[Opening SOURCE INFORMATION section]

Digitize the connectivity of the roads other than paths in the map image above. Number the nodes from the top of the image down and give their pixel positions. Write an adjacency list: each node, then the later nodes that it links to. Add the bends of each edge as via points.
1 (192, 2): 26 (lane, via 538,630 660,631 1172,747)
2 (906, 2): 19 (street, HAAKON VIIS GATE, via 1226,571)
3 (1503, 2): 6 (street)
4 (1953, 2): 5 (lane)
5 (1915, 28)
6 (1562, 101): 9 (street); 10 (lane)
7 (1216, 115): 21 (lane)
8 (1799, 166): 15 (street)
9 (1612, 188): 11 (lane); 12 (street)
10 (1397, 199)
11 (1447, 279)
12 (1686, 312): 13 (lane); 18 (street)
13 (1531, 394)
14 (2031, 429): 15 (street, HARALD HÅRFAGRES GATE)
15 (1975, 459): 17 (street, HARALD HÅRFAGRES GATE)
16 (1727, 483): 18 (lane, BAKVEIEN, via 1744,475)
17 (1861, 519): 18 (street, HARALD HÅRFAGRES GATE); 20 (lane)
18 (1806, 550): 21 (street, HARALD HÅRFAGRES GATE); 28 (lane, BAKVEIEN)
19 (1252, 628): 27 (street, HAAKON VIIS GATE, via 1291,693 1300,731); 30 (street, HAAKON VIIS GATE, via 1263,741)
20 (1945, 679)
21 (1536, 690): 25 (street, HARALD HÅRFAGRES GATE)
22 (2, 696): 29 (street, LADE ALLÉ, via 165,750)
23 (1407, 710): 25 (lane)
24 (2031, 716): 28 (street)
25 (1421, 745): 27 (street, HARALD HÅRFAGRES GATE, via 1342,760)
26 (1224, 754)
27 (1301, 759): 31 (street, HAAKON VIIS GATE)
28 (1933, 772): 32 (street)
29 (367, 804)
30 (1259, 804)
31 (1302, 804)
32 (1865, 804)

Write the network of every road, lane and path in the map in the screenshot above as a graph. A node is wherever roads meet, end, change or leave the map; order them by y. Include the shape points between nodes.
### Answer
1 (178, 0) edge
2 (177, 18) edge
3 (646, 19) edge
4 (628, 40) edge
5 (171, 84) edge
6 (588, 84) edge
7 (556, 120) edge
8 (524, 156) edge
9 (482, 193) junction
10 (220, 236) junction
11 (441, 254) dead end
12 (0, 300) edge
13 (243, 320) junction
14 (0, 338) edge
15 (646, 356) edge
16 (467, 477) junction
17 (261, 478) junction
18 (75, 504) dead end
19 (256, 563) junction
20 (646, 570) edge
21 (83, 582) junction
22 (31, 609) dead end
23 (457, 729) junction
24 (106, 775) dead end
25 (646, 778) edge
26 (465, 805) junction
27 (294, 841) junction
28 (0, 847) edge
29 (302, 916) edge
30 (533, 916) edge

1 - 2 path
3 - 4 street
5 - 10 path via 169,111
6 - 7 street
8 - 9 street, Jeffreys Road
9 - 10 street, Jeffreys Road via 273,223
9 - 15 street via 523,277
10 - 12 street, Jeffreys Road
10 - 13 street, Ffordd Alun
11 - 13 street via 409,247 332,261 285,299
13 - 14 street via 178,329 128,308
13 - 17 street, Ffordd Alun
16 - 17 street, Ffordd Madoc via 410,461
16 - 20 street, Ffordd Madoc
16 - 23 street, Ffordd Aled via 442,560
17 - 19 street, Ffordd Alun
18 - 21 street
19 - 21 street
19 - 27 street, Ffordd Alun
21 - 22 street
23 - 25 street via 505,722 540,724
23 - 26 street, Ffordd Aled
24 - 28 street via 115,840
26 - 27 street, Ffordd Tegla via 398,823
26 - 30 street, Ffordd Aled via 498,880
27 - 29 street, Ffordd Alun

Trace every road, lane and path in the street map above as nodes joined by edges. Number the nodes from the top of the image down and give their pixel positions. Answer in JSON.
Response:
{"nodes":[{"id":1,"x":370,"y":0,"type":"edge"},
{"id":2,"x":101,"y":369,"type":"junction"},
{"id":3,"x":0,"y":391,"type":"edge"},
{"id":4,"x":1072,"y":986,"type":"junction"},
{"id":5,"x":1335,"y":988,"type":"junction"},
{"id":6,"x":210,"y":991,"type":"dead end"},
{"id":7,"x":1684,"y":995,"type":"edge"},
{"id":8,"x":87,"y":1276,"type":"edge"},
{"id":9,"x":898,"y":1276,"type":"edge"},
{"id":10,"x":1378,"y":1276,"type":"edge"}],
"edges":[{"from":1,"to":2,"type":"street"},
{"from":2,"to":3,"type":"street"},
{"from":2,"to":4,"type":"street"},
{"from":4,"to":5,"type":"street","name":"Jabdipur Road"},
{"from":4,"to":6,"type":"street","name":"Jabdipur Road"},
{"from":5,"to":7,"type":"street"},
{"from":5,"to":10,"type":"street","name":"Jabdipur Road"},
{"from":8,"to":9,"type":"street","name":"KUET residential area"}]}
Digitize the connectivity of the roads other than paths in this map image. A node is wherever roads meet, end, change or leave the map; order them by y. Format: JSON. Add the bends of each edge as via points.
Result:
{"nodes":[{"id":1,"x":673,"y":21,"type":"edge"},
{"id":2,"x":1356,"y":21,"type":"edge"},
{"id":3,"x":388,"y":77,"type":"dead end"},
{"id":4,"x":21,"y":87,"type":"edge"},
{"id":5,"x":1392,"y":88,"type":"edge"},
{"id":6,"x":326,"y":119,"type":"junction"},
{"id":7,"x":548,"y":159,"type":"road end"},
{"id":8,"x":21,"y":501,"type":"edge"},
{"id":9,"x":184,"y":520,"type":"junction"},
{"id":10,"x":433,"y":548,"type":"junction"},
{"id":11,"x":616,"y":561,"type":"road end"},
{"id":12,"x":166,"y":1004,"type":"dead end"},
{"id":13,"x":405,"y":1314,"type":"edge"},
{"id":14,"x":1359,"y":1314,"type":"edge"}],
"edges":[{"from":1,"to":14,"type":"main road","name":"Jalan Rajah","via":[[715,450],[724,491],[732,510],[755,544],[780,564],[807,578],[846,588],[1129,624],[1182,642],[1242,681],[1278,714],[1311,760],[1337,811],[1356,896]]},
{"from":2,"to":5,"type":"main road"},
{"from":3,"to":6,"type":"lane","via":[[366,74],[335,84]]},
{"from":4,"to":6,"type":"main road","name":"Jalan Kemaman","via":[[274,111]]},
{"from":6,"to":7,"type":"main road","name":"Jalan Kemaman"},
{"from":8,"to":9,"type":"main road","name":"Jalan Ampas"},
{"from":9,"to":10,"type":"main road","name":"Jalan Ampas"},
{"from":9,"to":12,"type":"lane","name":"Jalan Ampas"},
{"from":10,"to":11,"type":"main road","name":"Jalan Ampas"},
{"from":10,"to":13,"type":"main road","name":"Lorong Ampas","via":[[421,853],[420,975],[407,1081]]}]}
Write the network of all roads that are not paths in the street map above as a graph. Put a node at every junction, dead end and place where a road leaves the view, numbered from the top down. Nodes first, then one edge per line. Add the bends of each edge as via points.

[Closing SOURCE INFORMATION section]

# TASK TO COMPLETE
From the entries above, copy every line containing the word "JSON".

# TASK RESPONSE
Trace every road, lane and path in the street map above as nodes joined by edges. Number the nodes from the top of the image down and give their pixel positions. Answer in JSON.
Digitize the connectivity of the roads other than paths in this map image. A node is wherever roads meet, end, change or leave the map; order them by y. Format: JSON. Add the bends of each edge as via points.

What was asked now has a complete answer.